Required action: Go over the records and copy every line with the string "Park".

[Dataset entries]

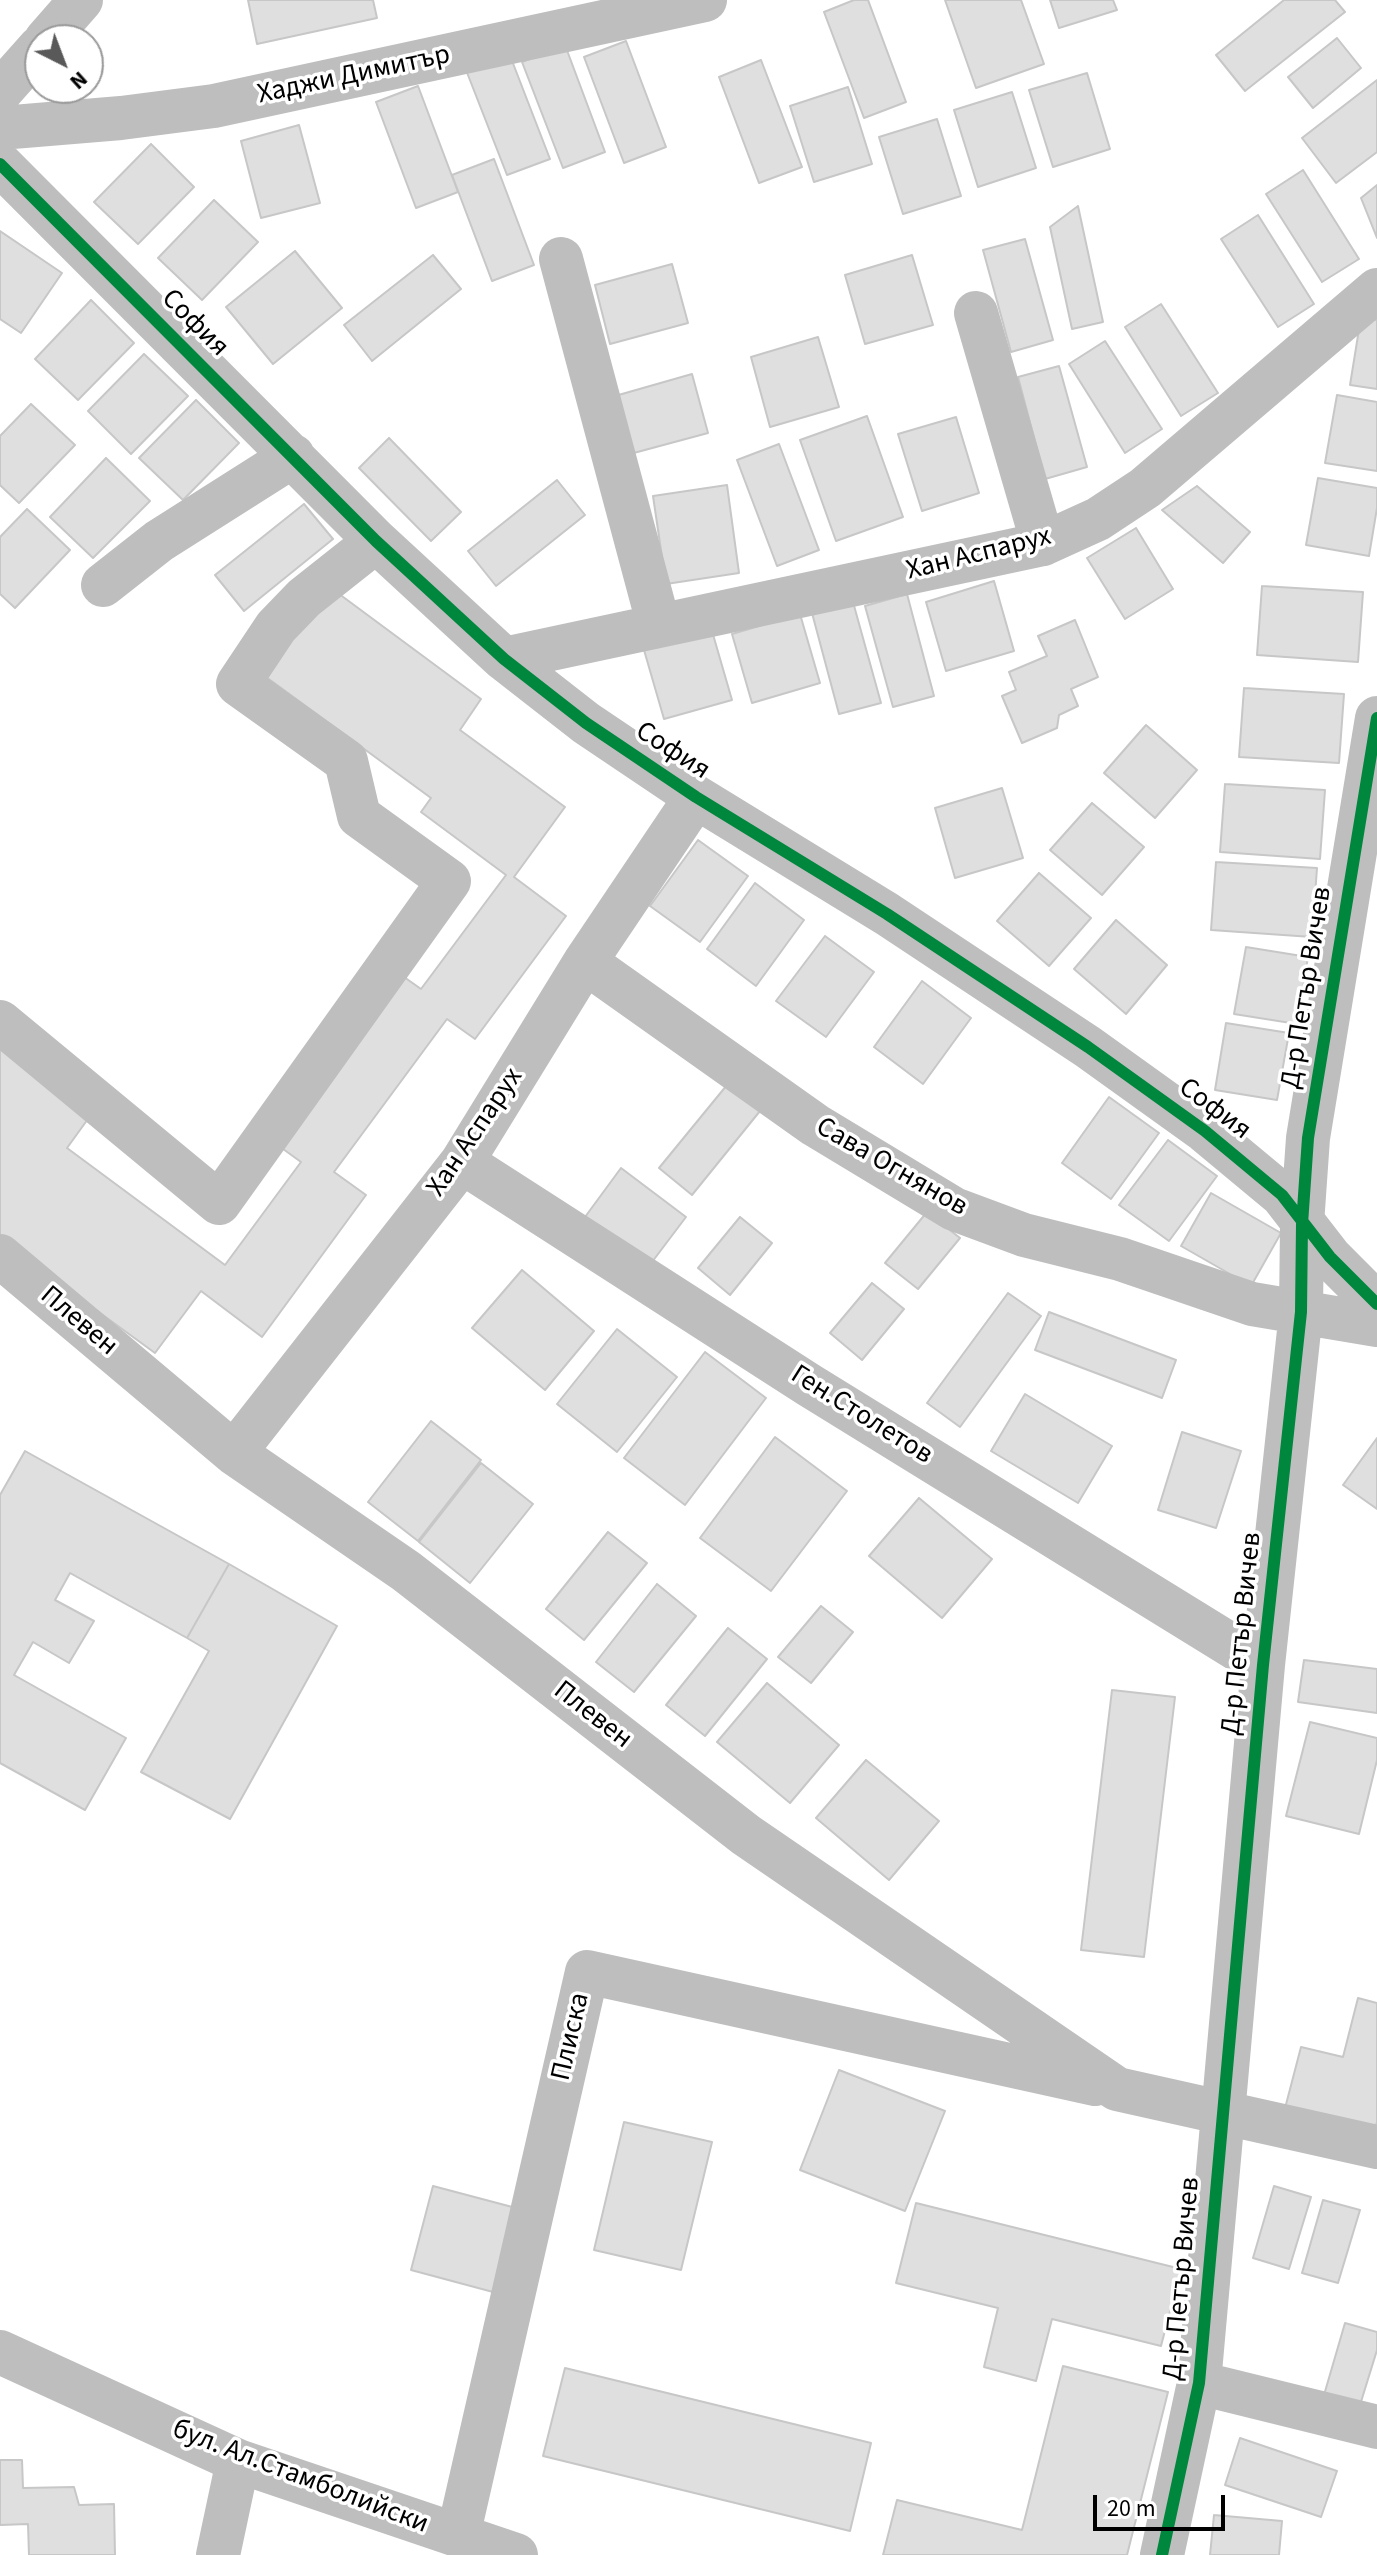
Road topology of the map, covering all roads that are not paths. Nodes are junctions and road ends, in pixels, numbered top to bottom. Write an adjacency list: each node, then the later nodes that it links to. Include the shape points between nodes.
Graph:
1 (81, 0): 3 (street)
2 (705, 0): 6 (street, Хаджи Димитър, via 214,106)
3 (60, 24)
4 (24, 65): 5 (street)
5 (0, 92)
6 (0, 128)
7 (0, 164): 11 (street, София)
8 (561, 259): 15 (street)
9 (1377, 290): 13 (street, Хан Аспарух, via 1145,488 1098,519)
10 (976, 313): 13 (street)
11 (293, 456): 12 (street, София); 14 (street, via 159,541)
12 (376, 541): 16 (street, София); 20 (street, via 276,627 238,684 346,761 359,816 449,881 219,1203)
13 (1043, 544): 15 (street, Хан Аспарух)
14 (103, 585)
15 (659, 626): 16 (street, Хан Аспарух)
16 (504, 659): 18 (street, София, via 586,723)
17 (1377, 718): 22 (street, Д-р Петър Вичев, via 1308,1138)
18 (696, 797): 19 (street, Хан Аспарух); 22 (street, София, via 887,914 1088,1047 1205,1131 1282,1195)
19 (585, 962): 21 (street, Хан Аспарух); 25 (street, Сава Огнянов, via 815,1125 954,1209 1252,1304)
20 (0, 1022)
21 (462, 1162): 27 (street, Хан Аспарух); 28 (street, Ген.Столетов, via 809,1385)
22 (1302, 1224): 24 (street, София); 25 (street, Д-р Петър Вичев)
23 (0, 1256): 27 (street, Плевен)
24 (1377, 1304)
25 (1301, 1312): 26 (street, Сава Огнянов); 28 (street, Д-р Петър Вичев)
26 (1377, 1325)
27 (234, 1453): 29 (street, Плевен, via 406,1571 746,1835)
28 (1263, 1665): 30 (street, Д-р Петър Вичев)
29 (1117, 2089): 30 (street, Плевен); 36 (street, Плиска, via 587,1972)
30 (1222, 2111): 31 (street, Плевен); 33 (street, Д-р Петър Вичев)
31 (1377, 2147)
32 (0, 2352): 35 (street, бул. Ал.Стамболийски)
33 (1199, 2383): 34 (street); 39 (street, Д-р Петър Вичев)
34 (1377, 2427)
35 (238, 2461): 36 (street, бул. Ал.Стамболийски); 37 (street)
36 (458, 2536): 38 (street, бул. Ал.Стамболийски)
37 (218, 2555)
38 (516, 2555)
39 (1162, 2555)

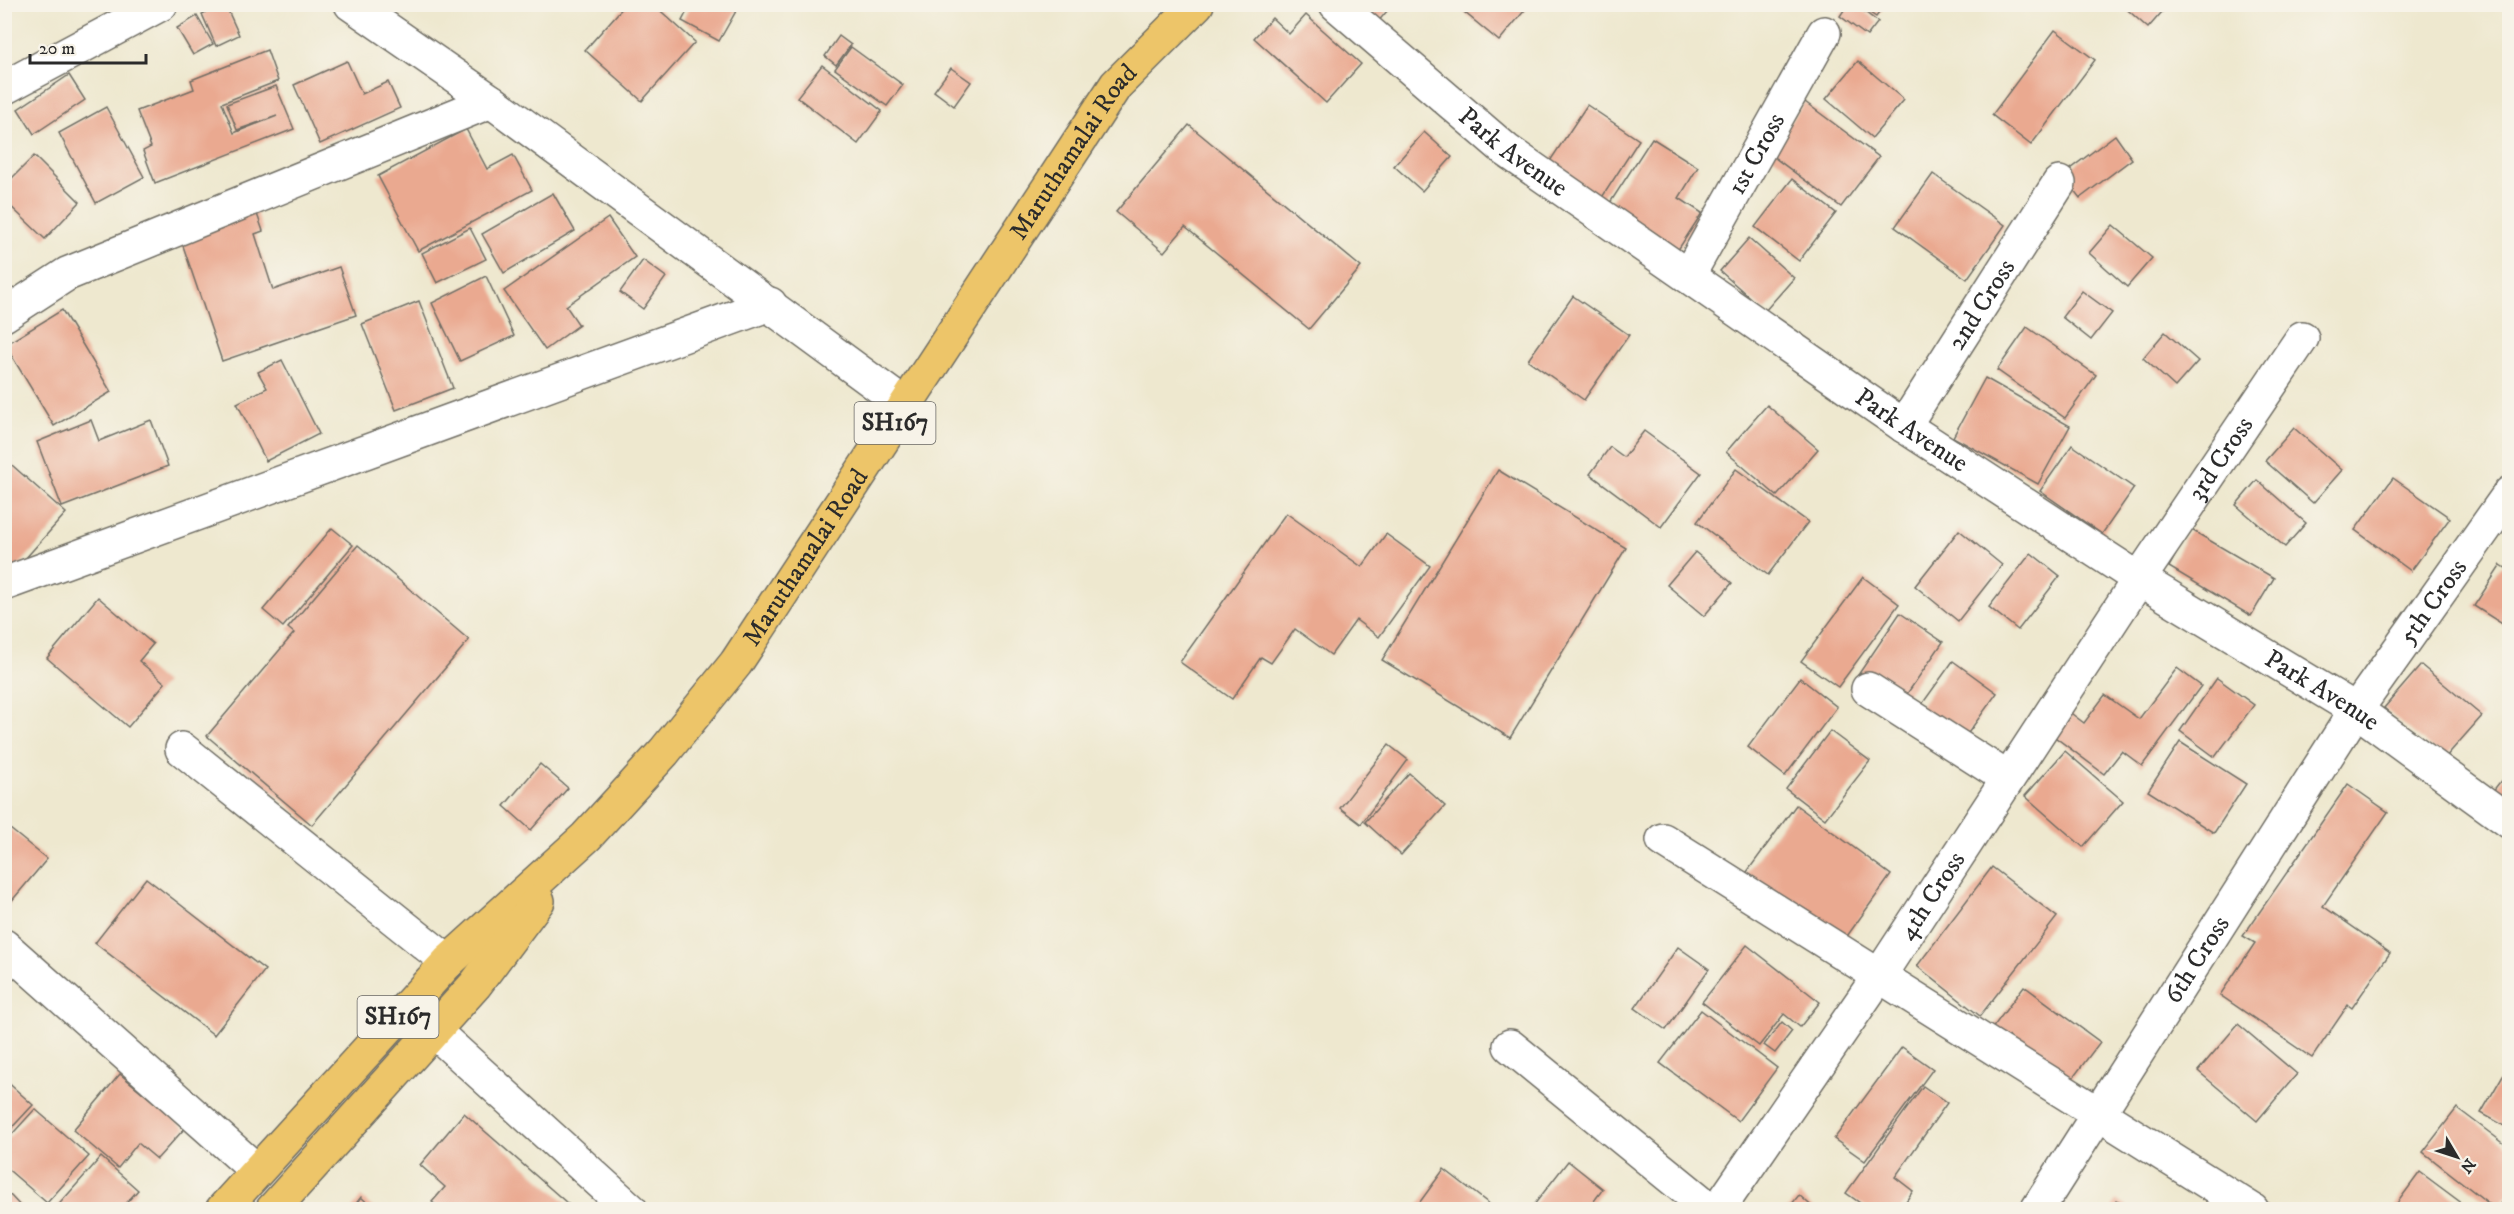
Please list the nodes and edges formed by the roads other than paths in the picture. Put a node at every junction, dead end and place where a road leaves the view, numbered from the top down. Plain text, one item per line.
1 (161, 4) edge
2 (351, 4) edge
3 (1197, 4) edge
4 (1336, 4) edge
5 (1824, 33) dead end
6 (4, 88) edge
7 (491, 101) junction
8 (2059, 183) dead end
9 (1688, 276) junction
10 (770, 304) junction
11 (4, 315) edge
12 (2302, 338) dead end
13 (906, 406) junction
14 (1904, 426) junction
15 (2510, 493) edge
16 (2139, 579) junction
17 (4, 584) edge
18 (1868, 689) dead end
19 (2356, 710) junction
20 (182, 749) dead end
21 (2007, 778) junction
22 (2510, 822) edge
23 (586, 837) junction
24 (1663, 840) dead end
25 (4, 946) edge
26 (448, 962) junction
27 (1879, 976) junction
28 (434, 1031) junction
29 (1510, 1046) dead end
30 (2098, 1112) junction
31 (256, 1170) junction
32 (222, 1209) edge
33 (272, 1209) edge
34 (632, 1209) edge
35 (1711, 1209) edge
36 (1718, 1209) edge
37 (2037, 1209) edge
38 (2252, 1209) edge

1 - 6 street
2 - 7 street
3 - 13 main road, Maruthamalai Road / SH167
4 - 9 street, Park Avenue
5 - 9 street, 1st Cross
7 - 10 street
7 - 11 street
8 - 14 street, 2nd Cross
9 - 14 street, Park Avenue
10 - 13 street
10 - 17 street
12 - 16 street, 3rd Cross
13 - 23 main road, Maruthamalai Road / SH167
14 - 16 street, Park Avenue
15 - 19 street, 5th Cross
16 - 19 street, Park Avenue
16 - 21 street, 4th Cross
18 - 21 street
19 - 22 street, Park Avenue
19 - 30 street, 6th Cross
20 - 26 street
21 - 27 street, 4th Cross
23 - 26 main road, Maruthamalai Road / SH167
23 - 28 main road, Maruthamalai Road / SH167
24 - 27 street
25 - 31 street
26 - 31 main road, Maruthamalai Road / SH167
27 - 30 street
27 - 36 street, 4th Cross
28 - 33 main road, Maruthamalai Road / SH167
28 - 34 street
29 - 35 street
30 - 37 street, 6th Cross
30 - 38 street
31 - 32 main road, Maruthamalai Road / SH167

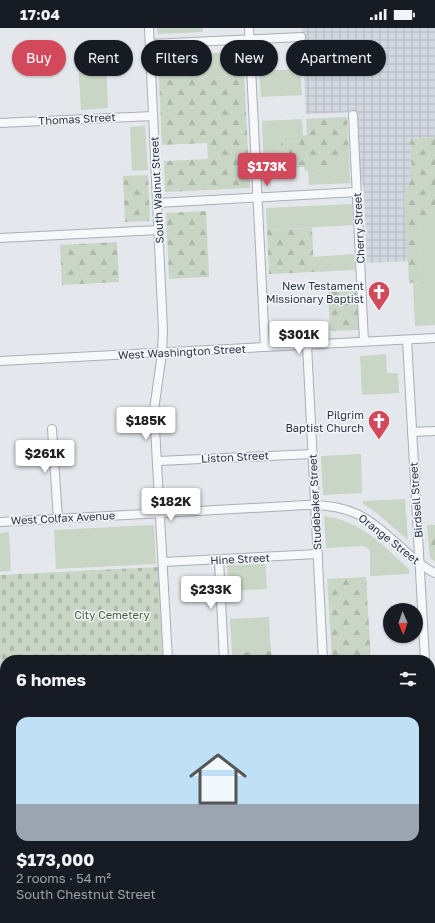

Response area:
4 - 9 street, Park Avenue
9 - 14 street, Park Avenue
14 - 16 street, Park Avenue
16 - 19 street, Park Avenue
19 - 22 street, Park Avenue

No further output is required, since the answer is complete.